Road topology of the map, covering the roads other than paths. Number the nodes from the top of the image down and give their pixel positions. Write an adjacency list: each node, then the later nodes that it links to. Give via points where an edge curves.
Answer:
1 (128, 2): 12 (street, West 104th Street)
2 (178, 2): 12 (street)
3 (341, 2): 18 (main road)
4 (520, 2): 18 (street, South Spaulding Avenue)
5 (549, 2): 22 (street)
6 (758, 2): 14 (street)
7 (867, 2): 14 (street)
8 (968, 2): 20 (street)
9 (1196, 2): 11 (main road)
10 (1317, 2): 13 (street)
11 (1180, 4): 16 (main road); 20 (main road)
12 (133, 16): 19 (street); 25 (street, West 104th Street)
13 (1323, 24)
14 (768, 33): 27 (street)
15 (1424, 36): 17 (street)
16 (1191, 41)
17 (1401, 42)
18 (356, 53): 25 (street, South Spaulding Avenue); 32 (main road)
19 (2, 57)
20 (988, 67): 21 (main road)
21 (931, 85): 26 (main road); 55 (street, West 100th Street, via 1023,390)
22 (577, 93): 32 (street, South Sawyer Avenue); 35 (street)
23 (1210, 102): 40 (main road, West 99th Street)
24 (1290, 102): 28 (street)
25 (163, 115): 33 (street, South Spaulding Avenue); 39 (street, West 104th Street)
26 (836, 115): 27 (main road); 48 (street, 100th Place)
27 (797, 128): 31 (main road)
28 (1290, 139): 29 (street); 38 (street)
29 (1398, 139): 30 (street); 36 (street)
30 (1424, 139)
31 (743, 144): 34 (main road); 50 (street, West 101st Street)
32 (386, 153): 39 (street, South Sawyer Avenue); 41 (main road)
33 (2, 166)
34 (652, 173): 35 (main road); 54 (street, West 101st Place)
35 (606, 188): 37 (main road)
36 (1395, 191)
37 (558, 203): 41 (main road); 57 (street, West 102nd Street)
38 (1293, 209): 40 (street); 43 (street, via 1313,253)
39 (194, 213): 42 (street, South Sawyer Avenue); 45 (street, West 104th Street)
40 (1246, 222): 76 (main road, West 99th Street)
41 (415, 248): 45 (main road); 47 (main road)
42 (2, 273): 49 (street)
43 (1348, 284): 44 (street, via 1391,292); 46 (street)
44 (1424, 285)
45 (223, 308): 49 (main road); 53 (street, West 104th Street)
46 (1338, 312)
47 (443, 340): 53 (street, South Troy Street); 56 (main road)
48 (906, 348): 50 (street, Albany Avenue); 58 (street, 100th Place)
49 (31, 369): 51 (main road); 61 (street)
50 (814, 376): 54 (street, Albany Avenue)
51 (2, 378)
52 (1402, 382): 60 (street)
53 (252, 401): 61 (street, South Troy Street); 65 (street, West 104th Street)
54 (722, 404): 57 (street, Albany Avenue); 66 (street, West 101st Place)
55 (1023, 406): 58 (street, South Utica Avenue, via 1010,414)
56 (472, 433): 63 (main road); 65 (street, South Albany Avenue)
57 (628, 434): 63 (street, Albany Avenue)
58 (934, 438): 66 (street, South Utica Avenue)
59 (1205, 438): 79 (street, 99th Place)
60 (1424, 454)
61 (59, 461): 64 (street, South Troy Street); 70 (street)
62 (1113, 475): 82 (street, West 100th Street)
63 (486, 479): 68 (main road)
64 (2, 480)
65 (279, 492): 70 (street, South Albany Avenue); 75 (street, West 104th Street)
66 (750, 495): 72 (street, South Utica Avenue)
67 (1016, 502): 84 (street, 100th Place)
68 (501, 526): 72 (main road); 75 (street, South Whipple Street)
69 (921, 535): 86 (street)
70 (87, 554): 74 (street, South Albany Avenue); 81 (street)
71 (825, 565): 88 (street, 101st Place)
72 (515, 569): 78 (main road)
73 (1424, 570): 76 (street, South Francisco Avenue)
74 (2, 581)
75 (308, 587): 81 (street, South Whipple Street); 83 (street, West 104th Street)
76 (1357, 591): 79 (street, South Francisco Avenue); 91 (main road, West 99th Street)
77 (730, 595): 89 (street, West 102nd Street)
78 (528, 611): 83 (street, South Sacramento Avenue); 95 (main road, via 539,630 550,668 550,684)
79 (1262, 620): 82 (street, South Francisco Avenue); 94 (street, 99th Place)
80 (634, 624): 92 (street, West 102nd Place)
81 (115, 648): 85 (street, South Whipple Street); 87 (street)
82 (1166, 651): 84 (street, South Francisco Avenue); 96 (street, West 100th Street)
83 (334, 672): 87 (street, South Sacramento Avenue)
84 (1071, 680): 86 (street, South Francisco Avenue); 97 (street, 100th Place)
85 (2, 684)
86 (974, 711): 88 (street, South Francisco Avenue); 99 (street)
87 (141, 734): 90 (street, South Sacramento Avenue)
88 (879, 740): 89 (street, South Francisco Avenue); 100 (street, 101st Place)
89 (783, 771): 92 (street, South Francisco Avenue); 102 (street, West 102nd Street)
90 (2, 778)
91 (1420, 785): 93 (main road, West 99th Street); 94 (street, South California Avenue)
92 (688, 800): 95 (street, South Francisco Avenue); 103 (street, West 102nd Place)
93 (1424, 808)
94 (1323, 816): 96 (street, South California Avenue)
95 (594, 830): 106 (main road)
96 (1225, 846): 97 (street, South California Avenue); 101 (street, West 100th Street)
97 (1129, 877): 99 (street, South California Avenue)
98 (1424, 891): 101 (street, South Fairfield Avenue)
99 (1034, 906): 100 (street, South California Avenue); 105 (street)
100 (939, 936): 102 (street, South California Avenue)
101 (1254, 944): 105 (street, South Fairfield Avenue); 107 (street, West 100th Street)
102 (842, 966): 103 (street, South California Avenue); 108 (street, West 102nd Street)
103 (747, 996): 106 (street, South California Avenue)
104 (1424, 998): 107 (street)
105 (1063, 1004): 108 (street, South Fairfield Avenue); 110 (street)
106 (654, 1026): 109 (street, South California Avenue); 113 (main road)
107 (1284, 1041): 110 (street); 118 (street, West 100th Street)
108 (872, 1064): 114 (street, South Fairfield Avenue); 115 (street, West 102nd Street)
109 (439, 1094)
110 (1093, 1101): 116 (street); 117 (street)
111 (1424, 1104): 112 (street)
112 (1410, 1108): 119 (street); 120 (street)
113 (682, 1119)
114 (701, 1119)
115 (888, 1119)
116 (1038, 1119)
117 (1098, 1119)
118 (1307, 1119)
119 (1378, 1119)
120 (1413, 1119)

What the task asks:
The whole set of records needs to be written out exactly.

Task output:
Road topology of the map, covering the roads other than paths. Number the nodes from the top of the image down and give their pixel positions. Write an adjacency list: each node, then the later nodes that it links to. Give via points where an edge curves.
Answer:
1 (128, 2): 12 (street, West 104th Street)
2 (178, 2): 12 (street)
3 (341, 2): 18 (main road)
4 (520, 2): 18 (street, South Spaulding Avenue)
5 (549, 2): 22 (street)
6 (758, 2): 14 (street)
7 (867, 2): 14 (street)
8 (968, 2): 20 (street)
9 (1196, 2): 11 (main road)
10 (1317, 2): 13 (street)
11 (1180, 4): 16 (main road); 20 (main road)
12 (133, 16): 19 (street); 25 (street, West 104th Street)
13 (1323, 24)
14 (768, 33): 27 (street)
15 (1424, 36): 17 (street)
16 (1191, 41)
17 (1401, 42)
18 (356, 53): 25 (street, South Spaulding Avenue); 32 (main road)
19 (2, 57)
20 (988, 67): 21 (main road)
21 (931, 85): 26 (main road); 55 (street, West 100th Street, via 1023,390)
22 (577, 93): 32 (street, South Sawyer Avenue); 35 (street)
23 (1210, 102): 40 (main road, West 99th Street)
24 (1290, 102): 28 (street)
25 (163, 115): 33 (street, South Spaulding Avenue); 39 (street, West 104th Street)
26 (836, 115): 27 (main road); 48 (street, 100th Place)
27 (797, 128): 31 (main road)
28 (1290, 139): 29 (street); 38 (street)
29 (1398, 139): 30 (street); 36 (street)
30 (1424, 139)
31 (743, 144): 34 (main road); 50 (street, West 101st Street)
32 (386, 153): 39 (street, South Sawyer Avenue); 41 (main road)
33 (2, 166)
34 (652, 173): 35 (main road); 54 (street, West 101st Place)
35 (606, 188): 37 (main road)
36 (1395, 191)
37 (558, 203): 41 (main road); 57 (street, West 102nd Street)
38 (1293, 209): 40 (street); 43 (street, via 1313,253)
39 (194, 213): 42 (street, South Sawyer Avenue); 45 (street, West 104th Street)
40 (1246, 222): 76 (main road, West 99th Street)
41 (415, 248): 45 (main road); 47 (main road)
42 (2, 273): 49 (street)
43 (1348, 284): 44 (street, via 1391,292); 46 (street)
44 (1424, 285)
45 (223, 308): 49 (main road); 53 (street, West 104th Street)
46 (1338, 312)
47 (443, 340): 53 (street, South Troy Street); 56 (main road)
48 (906, 348): 50 (street, Albany Avenue); 58 (street, 100th Place)
49 (31, 369): 51 (main road); 61 (street)
50 (814, 376): 54 (street, Albany Avenue)
51 (2, 378)
52 (1402, 382): 60 (street)
53 (252, 401): 61 (street, South Troy Street); 65 (street, West 104th Street)
54 (722, 404): 57 (street, Albany Avenue); 66 (street, West 101st Place)
55 (1023, 406): 58 (street, South Utica Avenue, via 1010,414)
56 (472, 433): 63 (main road); 65 (street, South Albany Avenue)
57 (628, 434): 63 (street, Albany Avenue)
58 (934, 438): 66 (street, South Utica Avenue)
59 (1205, 438): 79 (street, 99th Place)
60 (1424, 454)
61 (59, 461): 64 (street, South Troy Street); 70 (street)
62 (1113, 475): 82 (street, West 100th Street)
63 (486, 479): 68 (main road)
64 (2, 480)
65 (279, 492): 70 (street, South Albany Avenue); 75 (street, West 104th Street)
66 (750, 495): 72 (street, South Utica Avenue)
67 (1016, 502): 84 (street, 100th Place)
68 (501, 526): 72 (main road); 75 (street, South Whipple Street)
69 (921, 535): 86 (street)
70 (87, 554): 74 (street, South Albany Avenue); 81 (street)
71 (825, 565): 88 (street, 101st Place)
72 (515, 569): 78 (main road)
73 (1424, 570): 76 (street, South Francisco Avenue)
74 (2, 581)
75 (308, 587): 81 (street, South Whipple Street); 83 (street, West 104th Street)
76 (1357, 591): 79 (street, South Francisco Avenue); 91 (main road, West 99th Street)
77 (730, 595): 89 (street, West 102nd Street)
78 (528, 611): 83 (street, South Sacramento Avenue); 95 (main road, via 539,630 550,668 550,684)
79 (1262, 620): 82 (street, South Francisco Avenue); 94 (street, 99th Place)
80 (634, 624): 92 (street, West 102nd Place)
81 (115, 648): 85 (street, South Whipple Street); 87 (street)
82 (1166, 651): 84 (street, South Francisco Avenue); 96 (street, West 100th Street)
83 (334, 672): 87 (street, South Sacramento Avenue)
84 (1071, 680): 86 (street, South Francisco Avenue); 97 (street, 100th Place)
85 (2, 684)
86 (974, 711): 88 (street, South Francisco Avenue); 99 (street)
87 (141, 734): 90 (street, South Sacramento Avenue)
88 (879, 740): 89 (street, South Francisco Avenue); 100 (street, 101st Place)
89 (783, 771): 92 (street, South Francisco Avenue); 102 (street, West 102nd Street)
90 (2, 778)
91 (1420, 785): 93 (main road, West 99th Street); 94 (street, South California Avenue)
92 (688, 800): 95 (street, South Francisco Avenue); 103 (street, West 102nd Place)
93 (1424, 808)
94 (1323, 816): 96 (street, South California Avenue)
95 (594, 830): 106 (main road)
96 (1225, 846): 97 (street, South California Avenue); 101 (street, West 100th Street)
97 (1129, 877): 99 (street, South California Avenue)
98 (1424, 891): 101 (street, South Fairfield Avenue)
99 (1034, 906): 100 (street, South California Avenue); 105 (street)
100 (939, 936): 102 (street, South California Avenue)
101 (1254, 944): 105 (street, South Fairfield Avenue); 107 (street, West 100th Street)
102 (842, 966): 103 (street, South California Avenue); 108 (street, West 102nd Street)
103 (747, 996): 106 (street, South California Avenue)
104 (1424, 998): 107 (street)
105 (1063, 1004): 108 (street, South Fairfield Avenue); 110 (street)
106 (654, 1026): 109 (street, South California Avenue); 113 (main road)
107 (1284, 1041): 110 (street); 118 (street, West 100th Street)
108 (872, 1064): 114 (street, South Fairfield Avenue); 115 (street, West 102nd Street)
109 (439, 1094)
110 (1093, 1101): 116 (street); 117 (street)
111 (1424, 1104): 112 (street)
112 (1410, 1108): 119 (street); 120 (street)
113 (682, 1119)
114 (701, 1119)
115 (888, 1119)
116 (1038, 1119)
117 (1098, 1119)
118 (1307, 1119)
119 (1378, 1119)
120 (1413, 1119)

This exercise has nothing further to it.